▸ **What the exercise asks**
The pictures must be left out, while the rest of the data is copied exactly.

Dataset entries
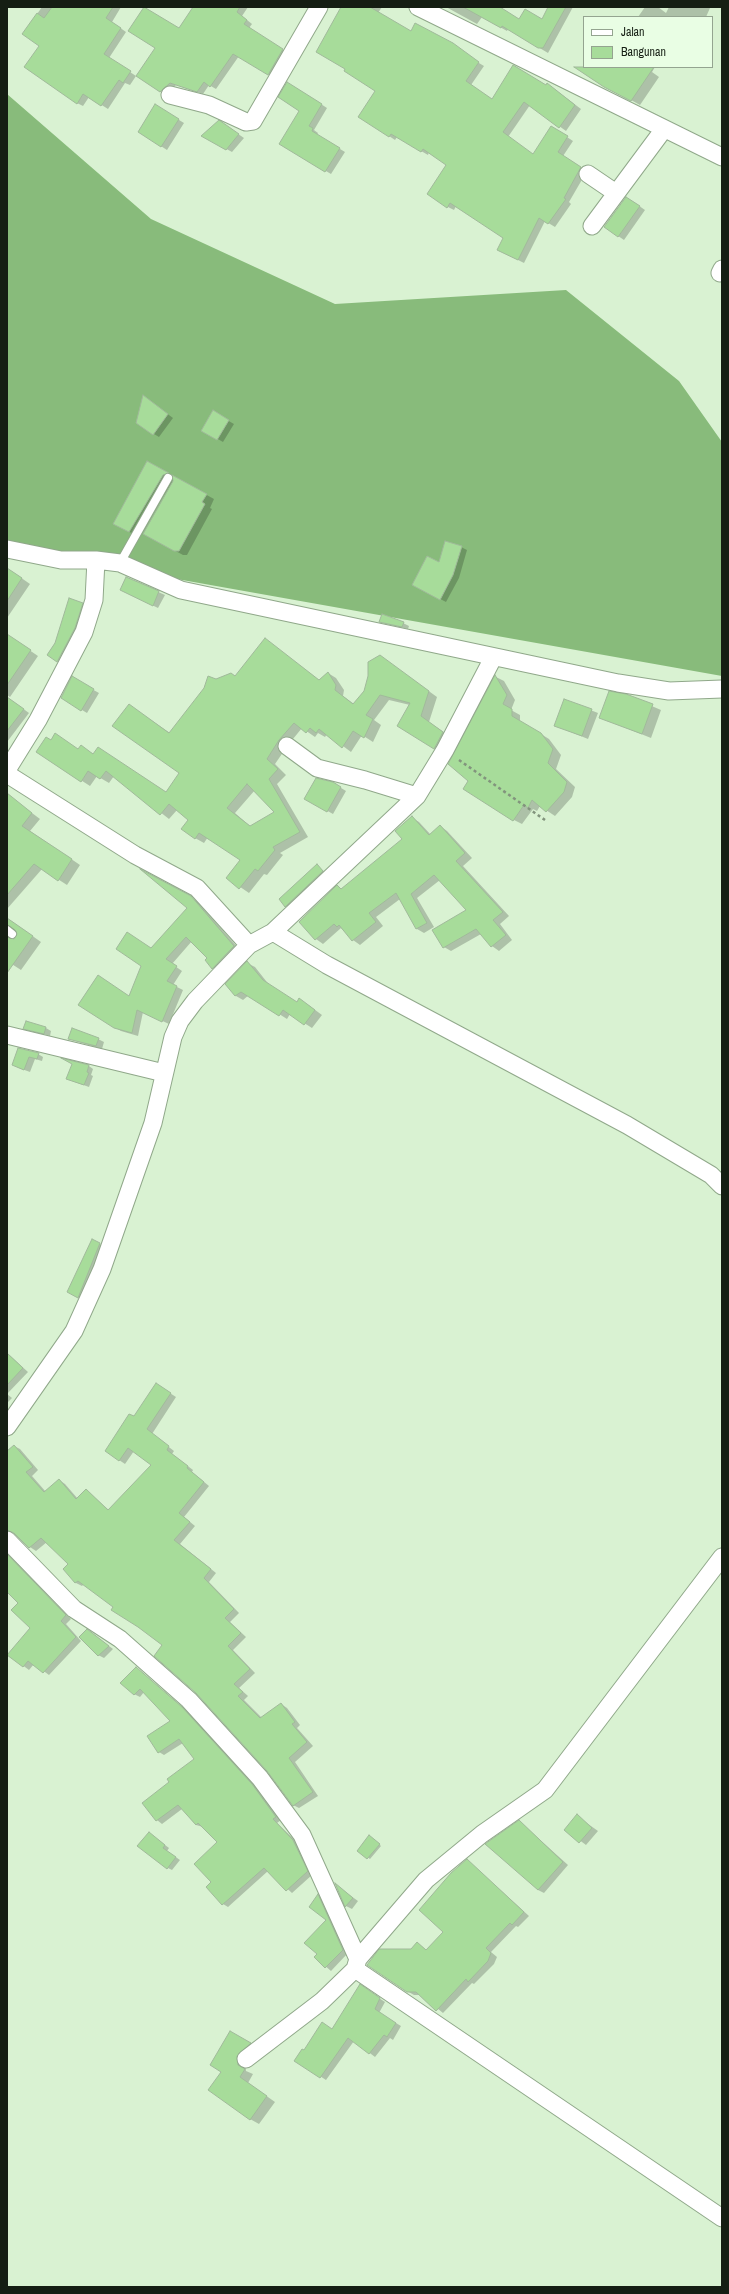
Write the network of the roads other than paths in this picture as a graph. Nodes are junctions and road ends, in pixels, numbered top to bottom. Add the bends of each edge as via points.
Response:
1 (319, 7) edge
2 (418, 7) edge
3 (170, 95) dead end
4 (664, 129) junction
5 (722, 157) edge
6 (588, 174) dead end
7 (616, 194) junction
8 (592, 226) dead end
9 (168, 478) dead end
10 (7, 549) edge
11 (96, 560) junction
12 (120, 563) junction
13 (492, 658) junction
14 (722, 690) edge
15 (287, 746) dead end
16 (7, 770) edge
17 (7, 774) edge
18 (417, 796) junction
19 (273, 932) junction
20 (249, 945) junction
21 (7, 1035) edge
22 (164, 1073) junction
23 (722, 1186) edge
24 (7, 1427) edge
25 (7, 1540) edge
26 (722, 1557) edge
27 (357, 1964) junction
28 (246, 2059) dead end
29 (722, 2218) edge

1 - 3 street via 253,121 246,122 209,105
2 - 4 street
4 - 5 street
4 - 7 street
6 - 7 street
7 - 8 street
9 - 12 lane
10 - 11 street via 61,560
11 - 12 street
11 - 16 street via 94,600 84,632 38,720
12 - 13 street via 181,590
13 - 14 street via 669,691
13 - 18 street via 445,750
15 - 18 street via 317,768
17 - 20 street via 135,855 197,888
18 - 19 street
19 - 20 street
19 - 23 street via 327,966 627,1125 711,1175
20 - 22 street via 180,1020
21 - 22 street
22 - 24 street via 153,1123 102,1269 74,1331
25 - 27 street via 74,1608 120,1639 189,1700 260,1778 302,1835
26 - 27 street via 545,1790 482,1834 426,1880
27 - 28 street via 322,2001
27 - 29 street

▸ **Written response**
Write the network of the roads other than paths in this picture as a graph. Nodes are junctions and road ends, in pixels, numbered top to bottom. Add the bends of each edge as via points.
Response:
1 (319, 7) edge
2 (418, 7) edge
3 (170, 95) dead end
4 (664, 129) junction
5 (722, 157) edge
6 (588, 174) dead end
7 (616, 194) junction
8 (592, 226) dead end
9 (168, 478) dead end
10 (7, 549) edge
11 (96, 560) junction
12 (120, 563) junction
13 (492, 658) junction
14 (722, 690) edge
15 (287, 746) dead end
16 (7, 770) edge
17 (7, 774) edge
18 (417, 796) junction
19 (273, 932) junction
20 (249, 945) junction
21 (7, 1035) edge
22 (164, 1073) junction
23 (722, 1186) edge
24 (7, 1427) edge
25 (7, 1540) edge
26 (722, 1557) edge
27 (357, 1964) junction
28 (246, 2059) dead end
29 (722, 2218) edge

1 - 3 street via 253,121 246,122 209,105
2 - 4 street
4 - 5 street
4 - 7 street
6 - 7 street
7 - 8 street
9 - 12 lane
10 - 11 street via 61,560
11 - 12 street
11 - 16 street via 94,600 84,632 38,720
12 - 13 street via 181,590
13 - 14 street via 669,691
13 - 18 street via 445,750
15 - 18 street via 317,768
17 - 20 street via 135,855 197,888
18 - 19 street
19 - 20 street
19 - 23 street via 327,966 627,1125 711,1175
20 - 22 street via 180,1020
21 - 22 street
22 - 24 street via 153,1123 102,1269 74,1331
25 - 27 street via 74,1608 120,1639 189,1700 260,1778 302,1835
26 - 27 street via 545,1790 482,1834 426,1880
27 - 28 street via 322,2001
27 - 29 street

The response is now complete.